The cabbage soup diet is a radical weight loss diet designed around heavy consumption of a low-calorie cabbage soup over seven days. It is generally considered a fad diet, in that it is designed for short-term weight-loss and requires no long-term commitment.

The typical claimed intent of the diet is to lose 10 pounds (4.5 kg) of weight in a week, although nutritional experts point out that it is almost impossible to lose such a large amount of body fat within a week, much of the weight lost actually being accounted for by water.

==Background==
The origins of the diet are unknown, but dates back to the 1950s.

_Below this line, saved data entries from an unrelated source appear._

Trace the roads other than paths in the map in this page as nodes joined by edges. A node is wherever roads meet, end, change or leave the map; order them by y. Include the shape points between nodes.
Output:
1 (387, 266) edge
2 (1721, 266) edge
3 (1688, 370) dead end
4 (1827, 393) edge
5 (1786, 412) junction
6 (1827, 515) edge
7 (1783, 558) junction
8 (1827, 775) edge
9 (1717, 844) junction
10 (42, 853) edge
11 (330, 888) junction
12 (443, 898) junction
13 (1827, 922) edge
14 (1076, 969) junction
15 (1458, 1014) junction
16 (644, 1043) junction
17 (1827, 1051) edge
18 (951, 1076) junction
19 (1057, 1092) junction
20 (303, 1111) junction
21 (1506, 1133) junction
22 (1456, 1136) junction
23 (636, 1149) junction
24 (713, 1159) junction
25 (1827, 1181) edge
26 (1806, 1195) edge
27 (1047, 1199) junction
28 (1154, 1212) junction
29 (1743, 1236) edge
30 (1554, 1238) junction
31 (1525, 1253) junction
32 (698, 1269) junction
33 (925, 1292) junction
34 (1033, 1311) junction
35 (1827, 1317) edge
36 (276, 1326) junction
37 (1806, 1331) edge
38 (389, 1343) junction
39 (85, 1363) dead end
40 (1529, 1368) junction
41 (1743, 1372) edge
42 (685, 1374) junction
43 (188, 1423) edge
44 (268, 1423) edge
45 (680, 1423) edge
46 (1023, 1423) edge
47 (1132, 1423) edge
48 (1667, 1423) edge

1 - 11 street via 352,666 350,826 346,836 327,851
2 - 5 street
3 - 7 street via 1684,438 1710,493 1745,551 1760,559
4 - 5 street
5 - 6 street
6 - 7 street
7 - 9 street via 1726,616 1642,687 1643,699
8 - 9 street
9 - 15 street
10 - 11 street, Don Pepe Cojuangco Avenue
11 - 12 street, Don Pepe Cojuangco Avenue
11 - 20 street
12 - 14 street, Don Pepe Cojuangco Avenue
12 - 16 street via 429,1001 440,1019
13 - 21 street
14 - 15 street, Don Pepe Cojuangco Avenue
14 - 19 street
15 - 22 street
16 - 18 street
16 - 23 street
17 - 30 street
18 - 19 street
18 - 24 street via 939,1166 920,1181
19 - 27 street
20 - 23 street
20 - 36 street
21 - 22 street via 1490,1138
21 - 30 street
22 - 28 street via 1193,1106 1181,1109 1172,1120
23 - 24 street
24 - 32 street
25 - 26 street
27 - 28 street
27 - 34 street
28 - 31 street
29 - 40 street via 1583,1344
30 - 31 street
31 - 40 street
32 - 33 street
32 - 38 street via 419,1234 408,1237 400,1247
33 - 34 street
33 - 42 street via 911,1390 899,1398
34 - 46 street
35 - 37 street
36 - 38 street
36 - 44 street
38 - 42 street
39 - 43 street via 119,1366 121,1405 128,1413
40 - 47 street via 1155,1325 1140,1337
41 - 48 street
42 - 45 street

It gained popularity as a piece of faxlore in the 1980s. The cabbage soup diet has many names, usually linking the diet to a mainstream institution, including the "Sacred Heart Diet", "Military Cabbage Soup", "TJ Miracle Soup Diet", and "Russian Peasant Diet". All of the institutions named have denied a link with the diet. As a general rule, most if not all forms of the diet emphasize that the dieter can consume as much cabbage soup as they want.

==Criticism==
Many individuals and medical professionals are critical of the diet. Most of the weight lost is water and not fat, and therefore not permanent. The amount of calories per day while on the diet is far lower than what is considered safe for long-term consumption.

Side effects of the diet can include dehydration, headaches, dizziness, nausea, fatigue, gas, bloating, muscle loss, brain fog and nutrient deficiencies.